The majority voted against a motion to read the Marriage Amendment Bill 2012 for a second time. This means that the majority of members reject the main idea of the bill, which was to recognise same-sex marriages.
This means that the bill will not considered any further.
Debate in Parliament
The bill was introduced by Labor Party MP Stephen Jones as a private member’s bill.
Jones MP said that he was guided by the fact that “a majority of Australians are in favour of the changes contained within this bill” as well as “the human right not to be discriminated against on the grounds of sexuality”.(Read Jones MP's contribution here. ) He explained that in 2011 the Australian Labour Party changed its policy to allow its members to make a conscience vote on any legislation that legalised same-sex marriage, which is what occurred in this case.(Read Jones MP's explanation here. )

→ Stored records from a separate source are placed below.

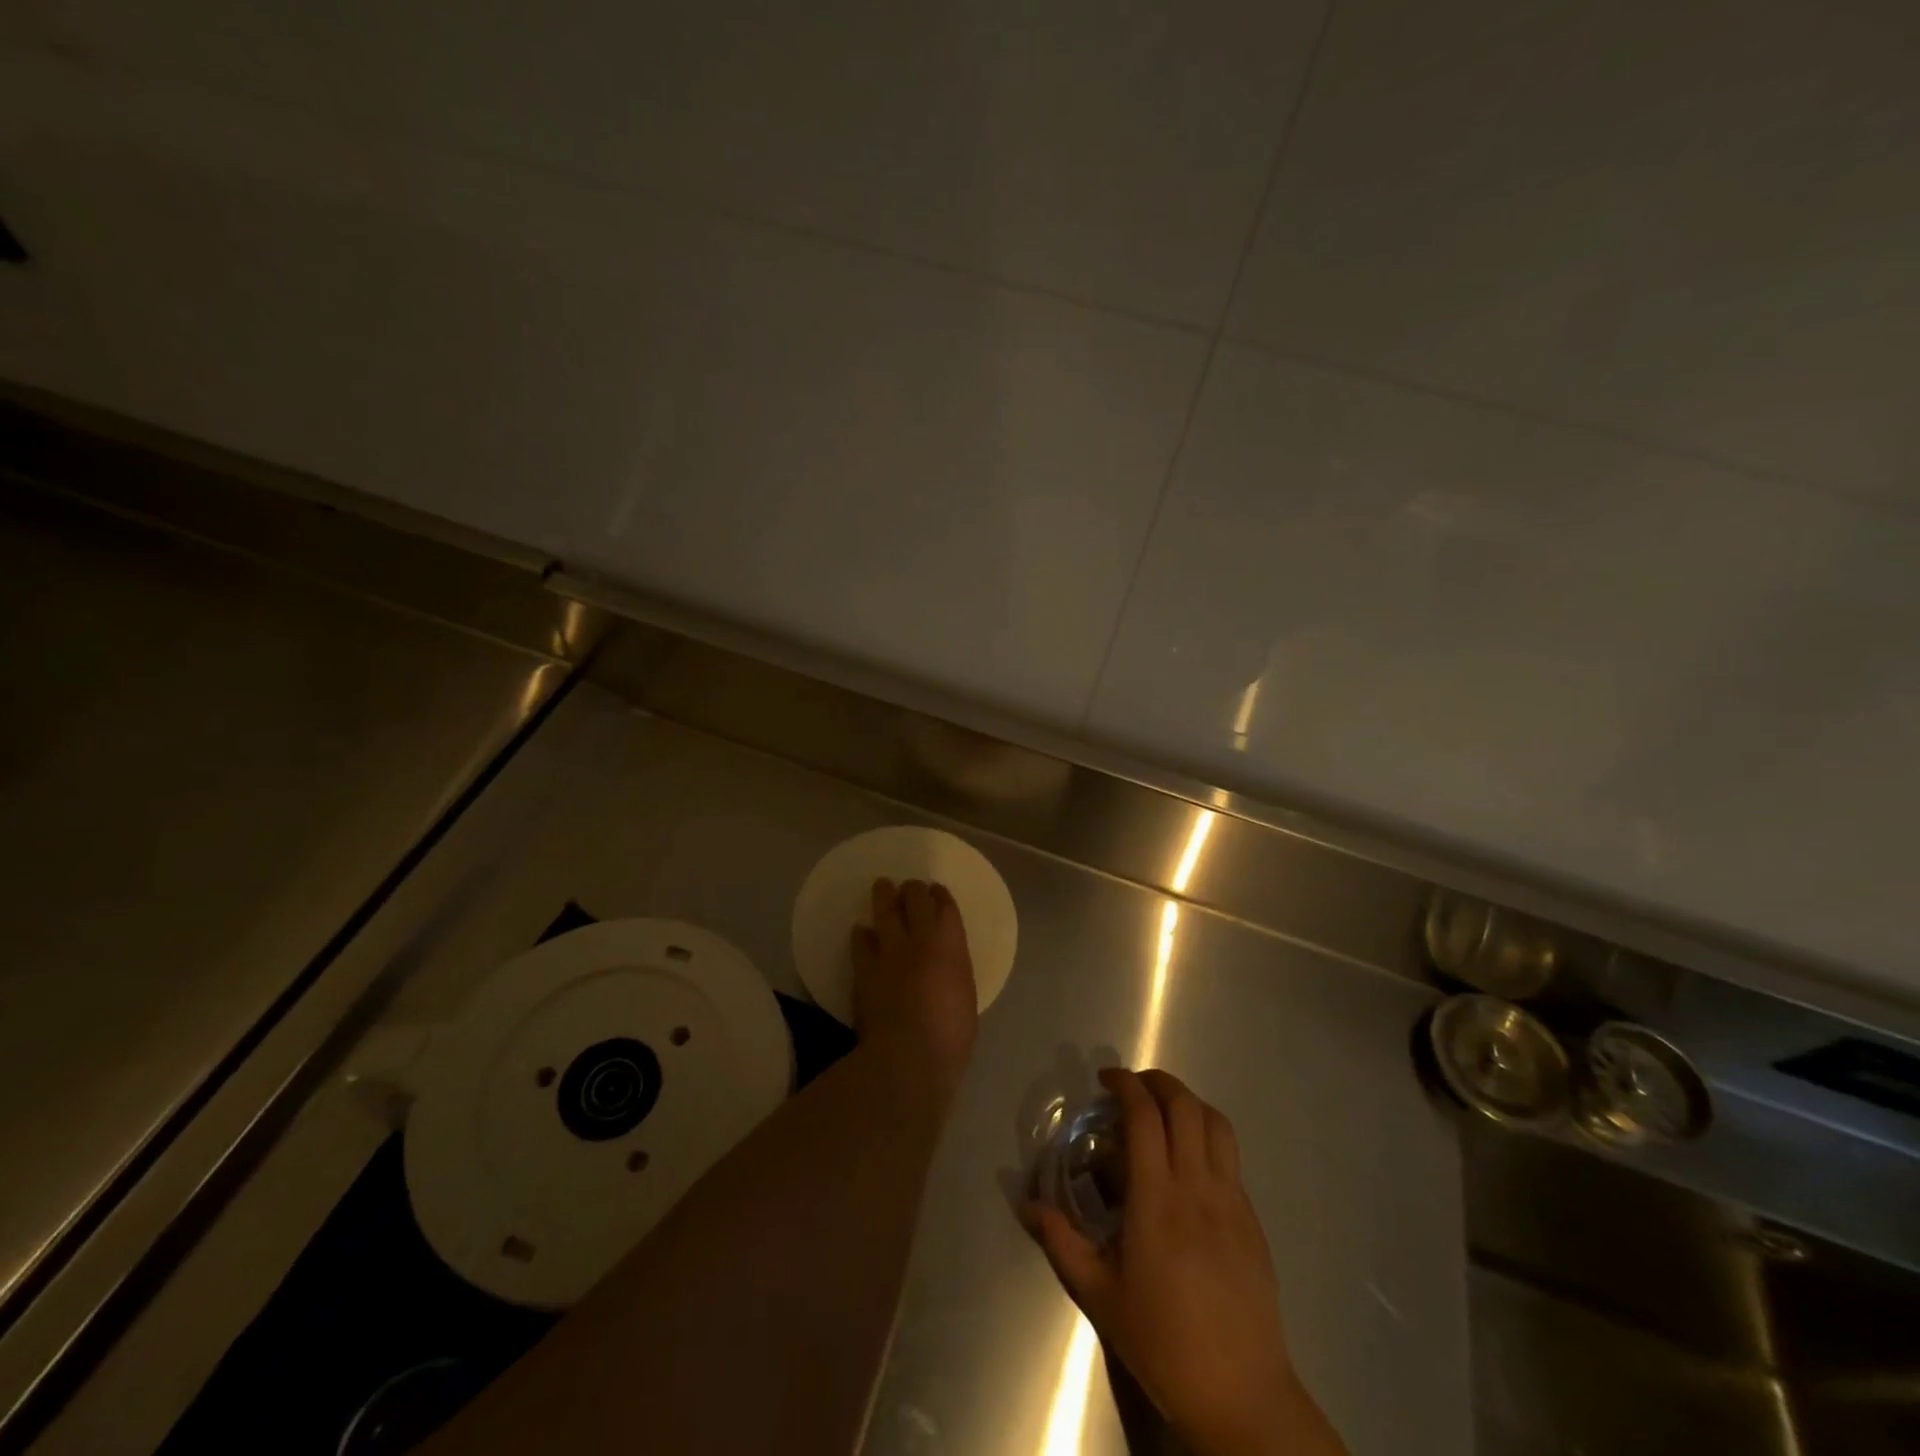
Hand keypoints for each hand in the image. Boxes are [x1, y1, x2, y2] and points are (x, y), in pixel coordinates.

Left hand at [850, 878, 977, 1103]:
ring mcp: (889, 950)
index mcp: (951, 943)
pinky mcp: (864, 968)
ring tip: (882, 887)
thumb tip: (943, 966)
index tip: (936, 892)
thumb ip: (952, 970)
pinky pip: (860, 941)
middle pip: (914, 898)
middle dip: (912, 889)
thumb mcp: (964, 994)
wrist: (909, 1054)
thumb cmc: (951, 1032)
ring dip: (884, 896)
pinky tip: (861, 931)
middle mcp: (920, 937)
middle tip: (909, 887)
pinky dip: (862, 934)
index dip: (940, 895)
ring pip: (884, 911)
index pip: (945, 906)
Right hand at [1025, 1068, 1345, 1455]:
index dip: (1125, 1085)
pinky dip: (1207, 1136)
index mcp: (1157, 1199)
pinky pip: (1231, 1157)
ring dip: (1187, 1102)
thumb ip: (1061, 1242)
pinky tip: (1189, 1162)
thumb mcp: (1100, 1295)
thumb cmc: (1162, 1343)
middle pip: (1185, 1106)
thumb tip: (1026, 1203)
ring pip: (1216, 1123)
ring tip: (1163, 1112)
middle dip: (1157, 1082)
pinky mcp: (1252, 1218)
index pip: (1145, 1116)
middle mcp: (1197, 1187)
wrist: (1240, 1395)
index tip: (1105, 1080)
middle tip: (1131, 1088)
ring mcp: (1231, 1200)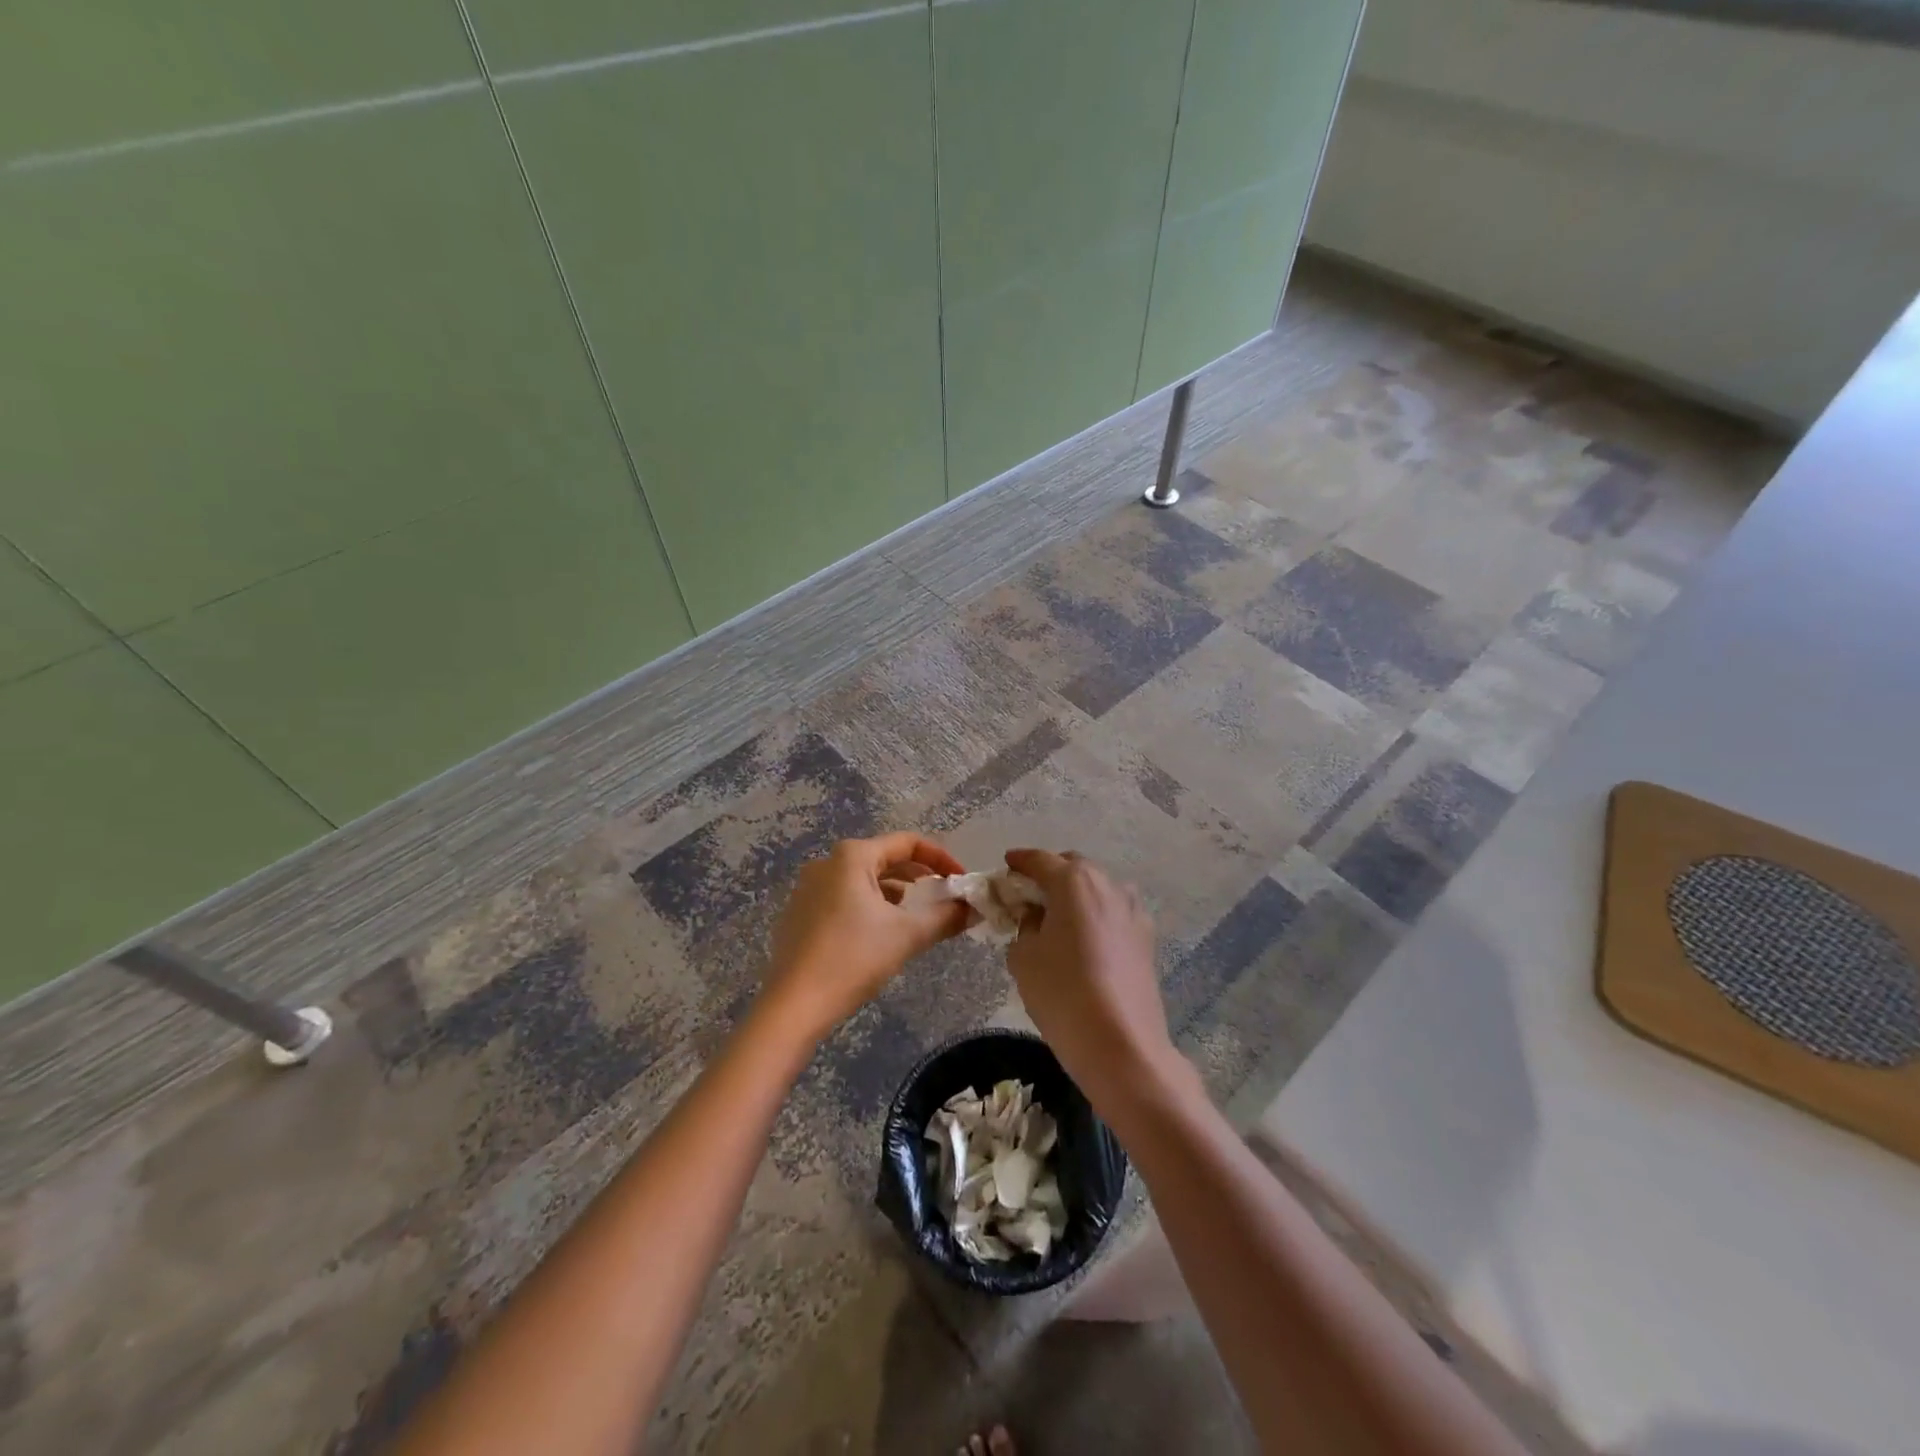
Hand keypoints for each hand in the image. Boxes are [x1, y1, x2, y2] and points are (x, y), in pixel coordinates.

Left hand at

As the Labor Party called for a conscience vote on this issue, Labor members were split for and against the bill with the majority voting in favour.
Although the Liberal Party did not explicitly allow its members a conscience vote, the Liberal Party’s Luke Simpkins MP said that a conscience vote was “always” an option for Liberal members.(Read Simpkins MP's contribution here. ) However, the Liberal Party still uniformly voted against the bill.
Several members who opposed the bill argued that the current marriage law is not discriminatory. For example, the Liberal Party’s Stuart Robert MP referred to family law expert Professor Patrick Parkinson’s submission to the Senate inquiry into marriage equality that “functional equality has already been achieved” in Australian law for registered same-sex unions.(Read Robert MP's contribution here. )
Background to the Bill
The Marriage Amendment Bill 2012 was introduced into the House of Representatives on the same day as the Marriage Equality Amendment Bill 2012, which was co-sponsored by the Greens Party MP Adam Bandt and Independent MP Andrew Wilkie. There was also a similar bill being considered in the Senate, called the Marriage Equality Amendment Bill 2010, which had been introduced by Greens Party Senator Sarah Hanson-Young. Despite containing different language and writing styles, all three bills aimed to allow people to marry regardless of sex.(Read more about these three bills in the bills digest.)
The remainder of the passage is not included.